- [PROBLEM STATEMENT]
In the listing below, identify each line with the word "hand" and return those lines.

- [SUPPLIED DATA]
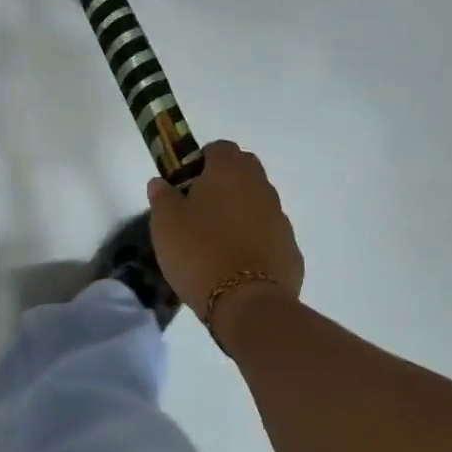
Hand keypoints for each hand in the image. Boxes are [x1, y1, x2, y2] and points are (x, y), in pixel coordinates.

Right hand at [145, 141, 304, 335]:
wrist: (248, 304)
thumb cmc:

- [ANSWER SPACE]
Hand keypoints for each hand in the image. Boxes are [x1, y1, x2, y2] and points are (x, y), in pixel coordinates.
Right hand at [145, 141, 304, 335]:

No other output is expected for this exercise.